[exo-jcr-commits] exo-jcr SVN: r4480 - in core/trunk/exo.core.component.document/src: test/java/org/exoplatform/services/document/test and 1 other directories.
do-not-reply at jboss.org
do-not-reply at jboss.org
Mon Jun 6 07:52:06 EDT 2011
Author: sergiykarpenko
Date: 2011-06-06 07:52:05 -0400 (Mon, 06 Jun 2011)
New Revision: 4480
Added:
core/trunk/exo.core.component.document/src/test/resources/Trait_union.06.Mai_2009.pdf
Modified:
core/trunk/exo.core.component.document/src/main/java/org/exoplatform/services/document/impl/PDFDocumentReader.java
core/trunk/exo.core.component.document/src/test/java/org/exoplatform/services/document/test/TestPropertiesExtracting.java
Log:
EXOJCR-1373: pdf documents metadata UTF-16 encoding support added
Modified: core/trunk/exo.core.component.document/src/main/java/org/exoplatform/services/document/impl/PDFDocumentReader.java
===================================================================
--- core/trunk/exo.core.component.document/src/main/java/org/exoplatform/services/document/impl/PDFDocumentReader.java 2011-06-06 10:00:20 UTC (rev 4479)

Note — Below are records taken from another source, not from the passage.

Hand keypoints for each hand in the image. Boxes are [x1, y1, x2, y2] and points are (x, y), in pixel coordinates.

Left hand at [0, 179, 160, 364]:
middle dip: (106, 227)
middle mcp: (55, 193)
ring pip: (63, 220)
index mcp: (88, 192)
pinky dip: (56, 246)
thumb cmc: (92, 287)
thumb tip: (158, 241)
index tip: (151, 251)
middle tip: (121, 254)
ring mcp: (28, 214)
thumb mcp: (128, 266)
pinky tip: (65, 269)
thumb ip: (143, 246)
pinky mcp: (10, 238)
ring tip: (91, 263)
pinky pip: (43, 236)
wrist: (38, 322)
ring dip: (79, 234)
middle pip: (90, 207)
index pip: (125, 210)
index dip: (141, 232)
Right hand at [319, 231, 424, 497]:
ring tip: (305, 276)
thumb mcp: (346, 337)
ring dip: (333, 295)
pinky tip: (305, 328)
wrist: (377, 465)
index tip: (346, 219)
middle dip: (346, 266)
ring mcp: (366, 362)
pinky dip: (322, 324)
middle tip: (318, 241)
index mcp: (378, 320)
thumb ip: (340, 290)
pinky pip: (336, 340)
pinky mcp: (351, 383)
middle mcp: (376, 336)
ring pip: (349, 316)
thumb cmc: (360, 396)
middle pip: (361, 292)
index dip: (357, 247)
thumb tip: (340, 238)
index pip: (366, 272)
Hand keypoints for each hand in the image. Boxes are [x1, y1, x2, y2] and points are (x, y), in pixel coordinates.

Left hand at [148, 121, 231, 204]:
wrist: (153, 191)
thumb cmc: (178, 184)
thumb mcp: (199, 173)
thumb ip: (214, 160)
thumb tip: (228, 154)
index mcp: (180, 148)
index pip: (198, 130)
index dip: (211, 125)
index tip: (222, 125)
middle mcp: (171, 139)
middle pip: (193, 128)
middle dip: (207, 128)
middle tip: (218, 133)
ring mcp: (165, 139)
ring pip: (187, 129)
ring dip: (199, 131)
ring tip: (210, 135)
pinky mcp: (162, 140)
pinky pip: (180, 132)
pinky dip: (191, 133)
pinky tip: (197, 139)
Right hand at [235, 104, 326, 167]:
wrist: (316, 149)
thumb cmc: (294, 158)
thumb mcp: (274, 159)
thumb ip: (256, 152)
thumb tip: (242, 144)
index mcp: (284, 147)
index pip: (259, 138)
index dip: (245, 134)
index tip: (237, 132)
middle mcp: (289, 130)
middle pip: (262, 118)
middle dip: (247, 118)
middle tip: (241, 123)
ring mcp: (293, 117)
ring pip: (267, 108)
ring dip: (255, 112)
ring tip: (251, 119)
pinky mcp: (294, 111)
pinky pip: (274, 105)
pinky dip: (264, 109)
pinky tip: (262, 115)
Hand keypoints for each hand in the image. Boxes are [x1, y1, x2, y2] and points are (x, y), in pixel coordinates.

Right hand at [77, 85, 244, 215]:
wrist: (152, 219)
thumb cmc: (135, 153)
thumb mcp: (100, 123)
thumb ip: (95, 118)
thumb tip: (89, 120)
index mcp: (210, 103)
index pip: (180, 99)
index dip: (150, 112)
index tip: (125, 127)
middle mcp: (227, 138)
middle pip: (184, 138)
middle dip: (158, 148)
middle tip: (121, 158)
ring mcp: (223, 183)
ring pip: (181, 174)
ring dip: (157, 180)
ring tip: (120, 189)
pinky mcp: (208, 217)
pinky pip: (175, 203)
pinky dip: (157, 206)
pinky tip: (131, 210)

+++ core/trunk/exo.core.component.document/src/main/java/org/exoplatform/services/document/impl/PDFDocumentReader.java 2011-06-06 11:52:05 UTC (rev 4480)
@@ -37,6 +37,7 @@
import java.io.IOException;
import java.io.InputStream;
import java.io.StringWriter;
+import java.io.UnsupportedEncodingException;
import java.security.PrivilegedActionException;
import java.security.PrivilegedExceptionAction;
import java.util.Calendar;
@@ -204,7 +205,7 @@
try
{
if (dc.getTitle() != null)
- props.put(DCMetaData.TITLE, dc.getTitle());
+ props.put(DCMetaData.TITLE, fixEncoding(dc.getTitle()));
}
catch (Exception e)
{
@@ -213,7 +214,7 @@
try
{
if (dc.getDescription() != null)
- props.put(DCMetaData.DESCRIPTION, dc.getDescription());
+ props.put(DCMetaData.DESCRIPTION, fixEncoding(dc.getDescription()));
}
catch (Exception e)
{
@@ -226,7 +227,7 @@
{
for (String creator : dc.getCreators())
{
- props.put(DCMetaData.CREATOR, creator);
+ props.put(DCMetaData.CREATOR, fixEncoding(creator));
}
}
}
@@ -257,7 +258,7 @@
try
{
if (pdf.getKeywords() != null)
- props.put(DCMetaData.SUBJECT, pdf.getKeywords());
+ props.put(DCMetaData.SUBJECT, fixEncoding(pdf.getKeywords()));
}
catch (Exception e)
{
@@ -267,7 +268,7 @@
try
{
if (pdf.getProducer() != null)
- props.put(DCMetaData.PUBLISHER, pdf.getProducer());
+ props.put(DCMetaData.PUBLISHER, fixEncoding(pdf.getProducer()));
}
catch (Exception e)
{
@@ -296,18 +297,12 @@
{
log.warn("getModificationDate failed: " + e);
}
- // try
- // {
- // if (basic.getCreatorTool() != null)
- // props.put(DCMetaData.PUBLISHER, basic.getCreatorTool());
- // }
- // catch (Exception e)
- // {
- // log.warn("getCreatorTool failed: " + e);
- // }
+
+ // DCMetaData.PUBLISHER - basic.getCreatorTool()
}
}
- else
+
+ if (props.isEmpty())
{
// The pdf doesn't contain any metadata, try to use the document
// information instead
@@ -434,4 +429,87 @@
}
}
+ private String fixEncoding(String str)
+ {
+ try
+ {
+ String encoding = null;
+ int orderMaskOffset = 0;
+
+ if (str.startsWith("\\000\\000\\376\\377"))
+ {
+ encoding = "UTF-32BE";
+ orderMaskOffset = 16;
+ }
+ else if (str.startsWith("\\377\\376\\000\\000"))
+ {
+ encoding = "UTF-32LE";
+ orderMaskOffset = 16;
+ }
+ else if (str.startsWith("\\376\\377"))
+ {
+ encoding = "UTF-16BE";
+ orderMaskOffset = 8;
+ }
+ else if (str.startsWith("\\377\\376"))
+ {
+ encoding = "UTF-16LE";
+ orderMaskOffset = 8;
+ }
+
+ if (encoding == null)
+ {
+ // return default
+ return str;
+ }
+ else
+ {
+ int i = orderMaskOffset, len = str.length();
+ char c;
+ StringBuilder sb = new StringBuilder(len);
+ while (i < len)
+ {
+ c = str.charAt(i++);
+ if (c == '\\')
+ {
+ if (i + 3 <= len)
+ {
+ //extract octal-code
+ try
+ {
+ c = (char)Integer.parseInt(str.substring(i, i + 3), 8);
+ i += 3;
+ }
+ catch (NumberFormatException e)
+ {
+ if (log.isDebugEnabled())
+ {
+ log.debug(
+ "PDF metadata exctraction warning: can not decode octal code - "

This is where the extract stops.